→ **Assignment**: Return each line of the records below that contains the word "this".

→ **Excerpted data**:
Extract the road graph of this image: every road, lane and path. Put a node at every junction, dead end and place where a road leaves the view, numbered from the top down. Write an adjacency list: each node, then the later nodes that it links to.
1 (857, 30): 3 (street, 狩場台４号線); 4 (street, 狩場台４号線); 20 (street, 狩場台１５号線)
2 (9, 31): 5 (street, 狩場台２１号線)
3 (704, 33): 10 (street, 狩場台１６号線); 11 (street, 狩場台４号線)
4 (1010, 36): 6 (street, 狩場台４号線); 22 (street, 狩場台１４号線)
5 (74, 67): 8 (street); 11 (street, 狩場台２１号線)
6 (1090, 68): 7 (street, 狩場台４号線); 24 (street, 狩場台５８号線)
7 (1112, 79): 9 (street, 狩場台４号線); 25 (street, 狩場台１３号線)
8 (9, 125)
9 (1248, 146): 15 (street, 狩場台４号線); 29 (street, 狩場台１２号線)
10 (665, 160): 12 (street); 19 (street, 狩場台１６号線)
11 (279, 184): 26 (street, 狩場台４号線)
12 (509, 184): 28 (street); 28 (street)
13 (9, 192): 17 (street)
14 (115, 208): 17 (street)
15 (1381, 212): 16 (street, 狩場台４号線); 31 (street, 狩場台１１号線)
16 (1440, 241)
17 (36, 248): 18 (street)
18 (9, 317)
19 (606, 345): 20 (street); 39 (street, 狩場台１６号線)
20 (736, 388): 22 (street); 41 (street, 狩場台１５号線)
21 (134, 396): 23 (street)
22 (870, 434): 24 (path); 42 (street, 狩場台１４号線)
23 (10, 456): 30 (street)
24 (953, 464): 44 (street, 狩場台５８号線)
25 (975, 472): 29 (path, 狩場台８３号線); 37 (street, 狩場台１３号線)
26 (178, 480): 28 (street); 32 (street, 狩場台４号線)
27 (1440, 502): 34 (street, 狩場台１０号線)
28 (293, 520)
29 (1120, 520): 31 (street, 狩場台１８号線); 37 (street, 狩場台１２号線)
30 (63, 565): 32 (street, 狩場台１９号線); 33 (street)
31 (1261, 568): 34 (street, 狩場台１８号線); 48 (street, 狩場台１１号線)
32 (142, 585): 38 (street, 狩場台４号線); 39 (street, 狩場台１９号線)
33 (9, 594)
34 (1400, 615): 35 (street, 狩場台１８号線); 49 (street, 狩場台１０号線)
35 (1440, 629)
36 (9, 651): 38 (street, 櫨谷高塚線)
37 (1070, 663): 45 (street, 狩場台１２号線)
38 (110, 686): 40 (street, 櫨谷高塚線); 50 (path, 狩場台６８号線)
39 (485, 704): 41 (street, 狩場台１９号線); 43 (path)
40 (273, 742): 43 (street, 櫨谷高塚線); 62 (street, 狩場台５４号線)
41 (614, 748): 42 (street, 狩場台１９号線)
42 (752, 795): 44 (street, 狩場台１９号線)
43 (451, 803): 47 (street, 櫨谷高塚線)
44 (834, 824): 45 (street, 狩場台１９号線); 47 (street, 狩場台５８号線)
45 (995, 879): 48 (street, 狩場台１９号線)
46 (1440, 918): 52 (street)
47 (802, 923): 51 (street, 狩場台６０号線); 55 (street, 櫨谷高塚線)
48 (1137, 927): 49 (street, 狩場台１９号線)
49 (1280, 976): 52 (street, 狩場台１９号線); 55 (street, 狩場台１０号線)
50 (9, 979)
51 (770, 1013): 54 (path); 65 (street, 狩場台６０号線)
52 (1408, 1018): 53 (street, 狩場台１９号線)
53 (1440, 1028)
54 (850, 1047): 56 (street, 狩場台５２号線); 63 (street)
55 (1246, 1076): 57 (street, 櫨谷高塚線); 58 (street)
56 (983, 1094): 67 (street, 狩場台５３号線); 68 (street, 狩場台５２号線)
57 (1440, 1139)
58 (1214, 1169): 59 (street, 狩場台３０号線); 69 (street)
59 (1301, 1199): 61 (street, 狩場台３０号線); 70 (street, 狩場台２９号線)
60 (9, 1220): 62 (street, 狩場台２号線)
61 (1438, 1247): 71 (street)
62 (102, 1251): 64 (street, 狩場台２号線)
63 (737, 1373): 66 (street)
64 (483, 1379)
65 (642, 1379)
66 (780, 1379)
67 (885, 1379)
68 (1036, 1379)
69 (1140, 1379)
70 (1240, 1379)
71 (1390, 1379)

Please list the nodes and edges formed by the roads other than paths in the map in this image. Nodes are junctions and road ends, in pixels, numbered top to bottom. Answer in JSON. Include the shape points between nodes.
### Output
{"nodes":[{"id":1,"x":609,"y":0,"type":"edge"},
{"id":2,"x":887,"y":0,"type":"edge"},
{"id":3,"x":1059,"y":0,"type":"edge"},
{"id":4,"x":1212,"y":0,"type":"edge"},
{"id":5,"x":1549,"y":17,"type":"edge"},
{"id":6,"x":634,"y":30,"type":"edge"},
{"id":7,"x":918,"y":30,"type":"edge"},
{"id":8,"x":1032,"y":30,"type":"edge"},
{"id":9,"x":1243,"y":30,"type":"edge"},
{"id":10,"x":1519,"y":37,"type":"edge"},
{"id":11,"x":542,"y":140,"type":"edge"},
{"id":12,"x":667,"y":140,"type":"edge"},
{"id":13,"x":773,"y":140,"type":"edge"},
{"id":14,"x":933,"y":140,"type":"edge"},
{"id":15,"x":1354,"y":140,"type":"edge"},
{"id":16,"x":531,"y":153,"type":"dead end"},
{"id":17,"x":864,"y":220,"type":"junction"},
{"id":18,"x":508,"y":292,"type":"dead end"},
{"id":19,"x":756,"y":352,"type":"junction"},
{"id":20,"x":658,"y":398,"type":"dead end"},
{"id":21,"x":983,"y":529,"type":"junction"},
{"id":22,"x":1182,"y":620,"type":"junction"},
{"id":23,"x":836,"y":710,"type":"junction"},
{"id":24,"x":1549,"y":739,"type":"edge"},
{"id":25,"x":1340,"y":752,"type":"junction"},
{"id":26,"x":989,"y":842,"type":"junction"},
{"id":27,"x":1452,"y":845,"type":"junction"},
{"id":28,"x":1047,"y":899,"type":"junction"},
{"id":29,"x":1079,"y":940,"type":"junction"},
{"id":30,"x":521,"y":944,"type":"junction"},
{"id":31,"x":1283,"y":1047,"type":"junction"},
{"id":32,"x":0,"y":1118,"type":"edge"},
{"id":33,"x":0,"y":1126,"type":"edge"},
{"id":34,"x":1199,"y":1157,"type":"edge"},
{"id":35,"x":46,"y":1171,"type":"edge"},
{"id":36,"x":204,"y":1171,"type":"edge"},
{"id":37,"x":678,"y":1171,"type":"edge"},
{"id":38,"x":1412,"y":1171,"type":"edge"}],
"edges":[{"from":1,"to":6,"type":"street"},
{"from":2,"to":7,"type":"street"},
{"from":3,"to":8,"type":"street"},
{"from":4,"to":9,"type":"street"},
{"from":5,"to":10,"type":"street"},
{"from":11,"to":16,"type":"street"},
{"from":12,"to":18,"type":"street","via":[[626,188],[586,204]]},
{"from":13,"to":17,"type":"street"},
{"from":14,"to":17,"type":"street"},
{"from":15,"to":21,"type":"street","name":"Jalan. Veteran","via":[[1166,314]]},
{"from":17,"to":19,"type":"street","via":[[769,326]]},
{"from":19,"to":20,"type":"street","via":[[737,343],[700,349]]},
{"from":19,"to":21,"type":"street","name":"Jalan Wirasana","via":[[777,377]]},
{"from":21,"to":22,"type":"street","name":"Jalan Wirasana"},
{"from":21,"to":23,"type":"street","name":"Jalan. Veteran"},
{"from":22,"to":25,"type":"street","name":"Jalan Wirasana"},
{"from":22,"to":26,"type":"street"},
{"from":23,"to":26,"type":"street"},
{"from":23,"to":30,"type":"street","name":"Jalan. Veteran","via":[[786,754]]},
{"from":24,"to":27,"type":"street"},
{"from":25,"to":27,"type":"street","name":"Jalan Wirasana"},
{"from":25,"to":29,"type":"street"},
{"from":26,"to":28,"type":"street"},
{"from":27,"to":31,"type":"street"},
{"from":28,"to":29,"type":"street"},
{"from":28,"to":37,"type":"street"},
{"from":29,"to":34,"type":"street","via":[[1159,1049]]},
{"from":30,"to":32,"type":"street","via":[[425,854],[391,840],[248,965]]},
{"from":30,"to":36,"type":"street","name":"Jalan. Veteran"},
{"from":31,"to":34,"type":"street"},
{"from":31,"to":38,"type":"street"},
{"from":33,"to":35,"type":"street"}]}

→ **The completed task**:
Extract the road graph of this image: every road, lane and path. Put a node at every junction, dead end and place where a road leaves the view, numbered from the top down. Write an adjacency list: each node, then the later nodes that it links to.
Please list the nodes and edges formed by the roads other than paths in the map in this image. Nodes are junctions and road ends, in pixels, numbered top to bottom. Answer in JSON. Include the shape points between nodes.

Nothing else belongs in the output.